Again, there is tension between centralization and distribution. It is not practical for every library to preserve digital information. There are great economies of scale to centralization. On the other hand, I don't have the hubris to say we can get all the engineering right to protect ourselves against all of the stupid things that can happen, so I am not comfortable betting our intellectual heritage on a single central archive. There are going to be unforseen physical disasters, political meltdowns, funding fowl ups, and personal lapses in judgment. We need more than one, and less than a thousand. Those are some of the challenges that we face in building libraries that truly can not just acquire and offer access , but in deed preserve digital information that is increasingly coming to represent our intellectual and cultural heritage.

Deanna Marcum, Council on Library and Information Resources (CLIR): Three years ago, a group of research libraries (then 17, now numbering 24) decided to invest their own resources in a loose organization called the Digital Library Federation (DLF) to work on the "big problems" of digital library development. They asked the Council on Library and Information Resources (CLIR) to host the activity.

Defining Digital Libraries

We worked with the institutions to develop the following broad working definition.

"Digital libraries are organizations that provide the resources, including the specialized staff, to select, structure, offer intellectual access to, interpret, distribute, preserve the integrity of, and ensure the persistence over time of collections of digital works so that they are readily and economically available for use by a defined community or set of communities."
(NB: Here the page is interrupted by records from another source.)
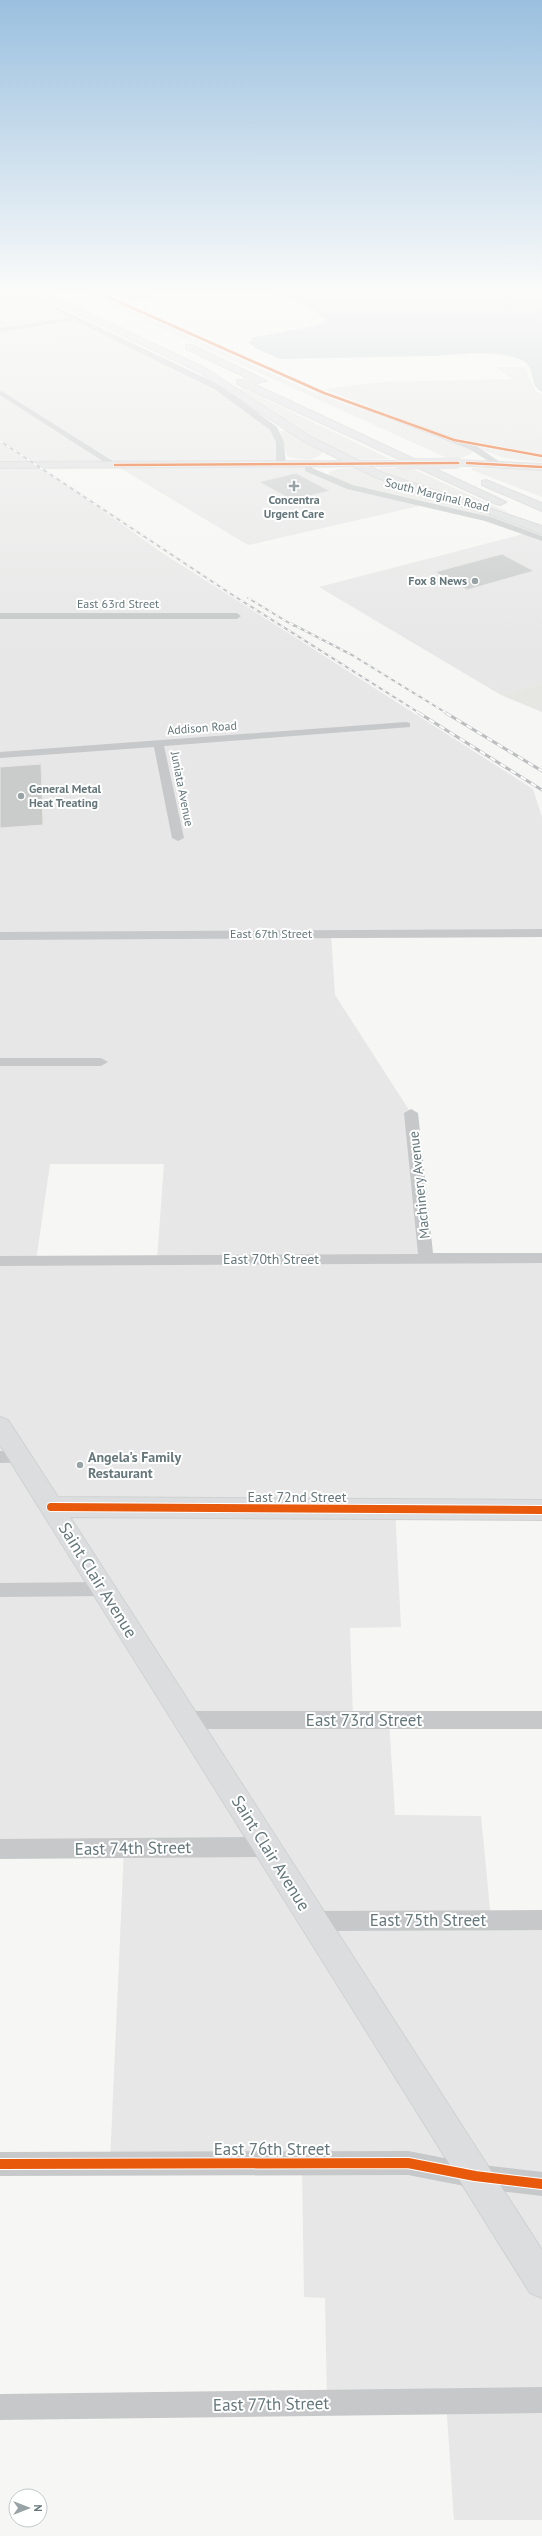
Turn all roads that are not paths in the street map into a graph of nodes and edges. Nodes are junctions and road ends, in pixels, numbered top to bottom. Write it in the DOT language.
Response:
graph roads {
  1 [pos="32,412"];
  2 [pos="254,412"];
  3 [pos="267,412"];
  4 [pos="305,412"];
  5 [pos="333,412"];
  6 [pos="377,412"];
  7 [pos="322,447"];
  8 [pos="478,450"];
  9 [pos="462,463"];
  10 [pos="281,464"];
  11 [pos="308,464"];
  12 [pos="321,464"];
  13 [pos="353,464"];
  14 [pos="499,464"];
  15 [pos="0,465"];
  16 [pos="115,465"];
  17 [pos="542,467"];
  18 [pos="327,479"];
  19 [pos="538,505"];
  20 [pos="542,521"];
  21 [pos="542,530"];
  22 [pos="542,539"];
  23 [pos="0,616"];
  24 [pos="237,616"];
  25 [pos="406,725"];
  26 [pos="159,744"];
  27 [pos="0,755"];
  28 [pos="178,838"];
  29 [pos="542,933"];
  30 [pos="0,936"];
  31 [pos="0,1062"];
  32 [pos="101,1062"];
  33 [pos="411,1113"];
  34 [pos="426,1258"];
  35 [pos="542,1258"];
  36 [pos="0,1261"];
  37 [pos="0,1426"];
  38 [pos="10,1457"];
  39 [pos="51,1507"];
  40 [pos="542,1510"];
  41 [pos="103,1589"];
  42 [pos="0,1590"];
  43 [pos="186,1720"];
  44 [pos="542,1720"];
  45 [pos="267,1847"];
  46 [pos="0,1849"];
  47 [pos="542,1920"];
  48 [pos="314,1921"];
  49 [pos="0,2164"];
  50 [pos="475,2176"];
  51 [pos="542,2184"];
  52 [pos="542,2281"];
  53 [pos="542,2400"];
  54 [pos="0,2407"];
  1 -- 16 [label="street"];
  2 -- 10 [label="street"];
  3 -- 7 [label="main road"];
  4 -- 20 [label="main road"];
  5 -- 19 [label="main road"];
  6 -- 8 [label="street"];
  7 -- 12 [label="main road"];
  7 -- 13 [label="main road"];
  8 -- 9 [label="main road"];
  8 -- 14 [label="street"];
  9 -- 13 [label="main road, bridge"];
  9 -- 14 [label="main road"];
  10 -- 11 [label="main road"];
  10 -- 16 [label="main road"];
  11 -- 12 [label="main road"];
  11 -- 18 [label="street, South Marginal Road"];
  12 -- 13 [label="main road"];
  13 -- 18 [label="main road"];
  13 -- 21 [label="main road"];
  14 -- 17 [label="main road"];
  15 -- 16 [label="main road"];
  18 -- 22 [label="street, South Marginal Road"];
  23 -- 24 [label="street, East 63rd Street"];
  25 -- 26 [label="street, Addison Road"];
  26 -- 27 [label="street, Addison Road"];
  26 -- 28 [label="street, Juniata Avenue"];
  29 -- 30 [label="street, East 67th Street"];
  31 -- 32 [label="street"];
  33 -- 34 [label="street, Machinery Avenue"];
  34 -- 35 [label="street, East 70th Street"];
  34 -- 36 [label="street, East 70th Street"];
  37 -- 38 [label="main road, Saint Clair Avenue"];
  38 -- 39 [label="main road, Saint Clair Avenue"];
  39 -- 40 [label="main road, East 72nd Street"];
  39 -- 41 [label="main road, Saint Clair Avenue"];
  41 -- 42 [label="street"];
  41 -- 43 [label="main road, Saint Clair Avenue"];
  43 -- 44 [label="street, East 73rd Street"];
  43 -- 45 [label="main road, Saint Clair Avenue"];
  45 -- 46 [label="street, East 74th Street"];
  45 -- 48 [label="main road, Saint Clair Avenue"];
  47 -- 48 [label="street, East 75th Street"];
  48 -- 50 [label="main road, Saint Clair Avenue"];
  49 -- 50 [label="street, East 76th Street"];
  50 -- 51 [label="street, East 76th Street"];
  50 -- 52 [label="main road, Saint Clair Avenue"];
  53 -- 54 [label="street, East 77th Street"];
}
It is hard to imagine what doesn't fit in that definition. Our goal was to create digital libraries that worked as well or better for the scholarly community than the traditional libraries we know. Here is a more elaborate description of what we meant by these terms.

Organizations that Provide Resources: We recognized that digital libraries would employ many different kinds of resources, and that these resources need not be organized like a conventional library. In fact, these resources need not even be in the context of a conventional library. We recognize that there will be many different resources. For example, there are many cottage industries growing up that serve the need of scholars in specific disciplines. The Los Alamos Physics Preprint Service is a good example of a kind of digital library effort, and there are going to be others based on disciplines over time.

Preserve the Integrity of Collections, and Ensure the Persistence Over Time: In 1996, CLIR and the Research Libraries Group published the work of a task force on the whole subject of preserving digital information. That task force was made up of librarians, scholars, archivists, lawyers, government officials, museum currators and preservation specialists. In that report they laid out what would be required to insure the integrity of digital objects and make sure that they persisted over time. We took that report as the basis for our work in the preservation of digital materials. We do recognize that the integrity of digital objects and preservation are different. They are very much connected, but they have to be treated separately.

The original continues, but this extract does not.